# Your instructions
Would you return every entry, exactly as it is written?

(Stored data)
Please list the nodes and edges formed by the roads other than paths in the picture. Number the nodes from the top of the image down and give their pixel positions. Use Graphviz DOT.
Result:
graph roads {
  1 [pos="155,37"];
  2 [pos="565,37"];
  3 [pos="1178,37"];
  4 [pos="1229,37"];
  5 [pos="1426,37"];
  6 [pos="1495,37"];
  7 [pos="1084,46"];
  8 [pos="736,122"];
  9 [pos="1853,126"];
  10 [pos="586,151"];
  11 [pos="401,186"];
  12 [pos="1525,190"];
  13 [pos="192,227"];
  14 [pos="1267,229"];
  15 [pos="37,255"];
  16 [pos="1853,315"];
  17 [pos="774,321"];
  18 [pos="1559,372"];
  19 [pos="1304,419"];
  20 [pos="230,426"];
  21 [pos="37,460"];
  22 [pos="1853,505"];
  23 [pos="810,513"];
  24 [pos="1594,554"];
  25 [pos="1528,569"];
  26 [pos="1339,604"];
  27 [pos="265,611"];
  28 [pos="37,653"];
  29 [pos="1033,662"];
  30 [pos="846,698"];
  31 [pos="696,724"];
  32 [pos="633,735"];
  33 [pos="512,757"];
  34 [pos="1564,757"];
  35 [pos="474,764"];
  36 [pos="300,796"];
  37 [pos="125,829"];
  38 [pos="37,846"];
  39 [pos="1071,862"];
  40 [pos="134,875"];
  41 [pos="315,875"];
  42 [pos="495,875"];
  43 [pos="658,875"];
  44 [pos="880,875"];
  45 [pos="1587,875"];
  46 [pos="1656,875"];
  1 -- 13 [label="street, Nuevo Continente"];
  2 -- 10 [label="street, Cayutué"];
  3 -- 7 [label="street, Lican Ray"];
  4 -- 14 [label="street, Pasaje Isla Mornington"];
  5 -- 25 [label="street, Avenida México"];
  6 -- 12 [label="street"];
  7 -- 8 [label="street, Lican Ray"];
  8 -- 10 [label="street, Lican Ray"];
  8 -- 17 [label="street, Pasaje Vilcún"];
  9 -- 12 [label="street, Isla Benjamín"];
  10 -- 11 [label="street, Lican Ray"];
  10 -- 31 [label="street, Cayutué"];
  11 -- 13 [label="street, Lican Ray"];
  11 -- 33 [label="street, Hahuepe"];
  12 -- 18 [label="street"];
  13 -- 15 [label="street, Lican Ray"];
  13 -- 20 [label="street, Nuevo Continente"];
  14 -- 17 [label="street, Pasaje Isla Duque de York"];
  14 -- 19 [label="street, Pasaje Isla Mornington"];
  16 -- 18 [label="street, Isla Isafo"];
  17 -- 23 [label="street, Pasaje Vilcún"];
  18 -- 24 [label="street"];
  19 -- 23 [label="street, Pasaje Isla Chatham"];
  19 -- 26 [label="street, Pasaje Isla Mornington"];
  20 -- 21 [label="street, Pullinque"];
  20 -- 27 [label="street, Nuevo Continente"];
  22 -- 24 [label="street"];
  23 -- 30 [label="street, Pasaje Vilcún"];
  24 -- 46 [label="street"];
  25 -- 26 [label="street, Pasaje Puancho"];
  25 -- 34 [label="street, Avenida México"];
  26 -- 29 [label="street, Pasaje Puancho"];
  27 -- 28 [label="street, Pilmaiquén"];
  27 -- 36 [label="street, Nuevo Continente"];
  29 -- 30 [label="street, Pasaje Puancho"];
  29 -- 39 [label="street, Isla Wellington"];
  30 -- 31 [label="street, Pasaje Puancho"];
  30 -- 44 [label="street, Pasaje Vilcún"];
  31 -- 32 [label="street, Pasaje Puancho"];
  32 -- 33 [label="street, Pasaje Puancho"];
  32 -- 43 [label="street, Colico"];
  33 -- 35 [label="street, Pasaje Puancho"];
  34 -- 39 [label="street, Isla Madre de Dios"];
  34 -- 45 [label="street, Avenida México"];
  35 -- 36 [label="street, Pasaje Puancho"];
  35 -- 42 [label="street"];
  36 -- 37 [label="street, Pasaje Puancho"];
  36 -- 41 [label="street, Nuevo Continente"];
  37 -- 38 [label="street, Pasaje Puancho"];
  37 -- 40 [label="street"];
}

# Problem solution
Please list the nodes and edges formed by the roads other than paths in the picture. Number the nodes from the top of the image down and give their pixel positions. Use Graphviz DOT.
Result:
graph roads {
  1 [pos="155,37"];
  2 [pos="565,37"];
  3 [pos="1178,37"];
  4 [pos="1229,37"];
  5 [pos="1426,37"];
  6 [pos="1495,37"];
  7 [pos="1084,46"];
  8 [pos="736,122"];
  9 [pos="1853,126"];
  10 [pos="586,151"];
  11 [pos="401,186"];
  12 [pos="1525,190"];
  13 [pos="192,227"];
  14 [pos="1267,229"];
  15 [pos="37,255"];
  16 [pos="1853,315"];
  17 [pos="774,321"];
  18 [pos="1559,372"];
  19 [pos="1304,419"];
  20 [pos="230,426"];
  21 [pos="37,460"];
  22 [pos="1853,505"];
  23 [pos="810,513"];
  24 [pos="1594,554"];
  25 [pos="1528,569"];
  26 [pos="1339,604"];
  27 [pos="265,611"];
  28 [pos="37,653"];
  29 [pos="1033,662"];
  30 [pos="846,698"];
  31 [pos="696,724"];
  32 [pos="633,735"];
  33 [pos="512,757"];
  34 [pos="1564,757"];
  35 [pos="474,764"];
  36 [pos="300,796"];
  37 [pos="125,829"];
  38 [pos="37,846"];
  39 [pos="1071,862"];
  40 [pos="134,875"];
  41 [pos="315,875"];
  42 [pos="495,875"];
  43 [pos="658,875"];
  44 [pos="880,875"];
  45 [pos="1587,875"];
  46 [pos="1656,875"];
  1 -- 13 [label="street, Nuevo Continente"];
  2 -- 10 [label="street, Cayutué"];
  3 -- 7 [label="street, Lican Ray"];
  4 -- 14 [label="street, Pasaje Isla Mornington"];
  5 -- 25 [label="street, Avenida México"];
  6 -- 12 [label="street"];
  7 -- 8 [label="street, Lican Ray"];
  8 -- 10 [label="street, Lican Ray"];
  8 -- 17 [label="street, Pasaje Vilcún"];
  9 -- 12 [label="street, Isla Benjamín"];
  10 -- 11 [label="street, Lican Ray"];
  10 -- 31 [label="street, Cayutué"];
  11 -- 13 [label="street, Lican Ray"];
  11 -- 33 [label="street, Hahuepe"];
  12 -- 18 [label="street"];
  13 -- 15 [label="street, Lican Ray"];
  13 -- 20 [label="street, Nuevo Continente"];
  14 -- 17 [label="street, Pasaje Isla Duque de York"];
  14 -- 19 [label="street, Pasaje Isla Mornington"];
  16 -- 18 [label="street, Isla Isafo"];
  17 -- 23 [label="street, Pasaje Vilcún"];
  18 -- 24 [label="street"];
  19 -- 23 [label="street, Pasaje Isla Chatham"];
  19 -- 26 [label="street, Pasaje Isla Mornington"];
  20 -- 21 [label="street, Pullinque"];
  20 -- 27 [label="street, Nuevo Continente"];
  22 -- 24 [label="street"];
  23 -- 30 [label="street, Pasaje Vilcún"];
  24 -- 46 [label="street"];
  25 -- 26 [label="street, Pasaje Puancho"];
  25 -- 34 [label="street, Avenida México"];
  26 -- 29 [label="street, Pasaje Puancho"];
  27 -- 28 [label="street, Pilmaiquén"];
  27 -- 36 [label="street, Nuevo Continente"];
  29 -- 30 [label="street, Pasaje Puancho"];
  29 -- 39 [label="street, Isla Wellington"];
  30 -- 31 [label="street, Pasaje Puancho"];
  30 -- 44 [label="street, Pasaje Vilcún"];
  31 -- 32 [label="street, Pasaje Puancho"];
  32 -- 33 [label="street, Pasaje Puancho"];
  32 -- 43 [label="street, Colico"];
  33 -- 35 [label="street, Pasaje Puancho"];
  34 -- 39 [label="street, Isla Madre de Dios"];
  34 -- 45 [label="street, Avenida México"];
  35 -- 36 [label="street, Pasaje Puancho"];
  35 -- 42 [label="street"];
  36 -- 37 [label="street, Pasaje Puancho"];
  36 -- 41 [label="street, Nuevo Continente"];
  37 -- 38 [label="street, Pasaje Puancho"];
  37 -- 40 [label="street"];
}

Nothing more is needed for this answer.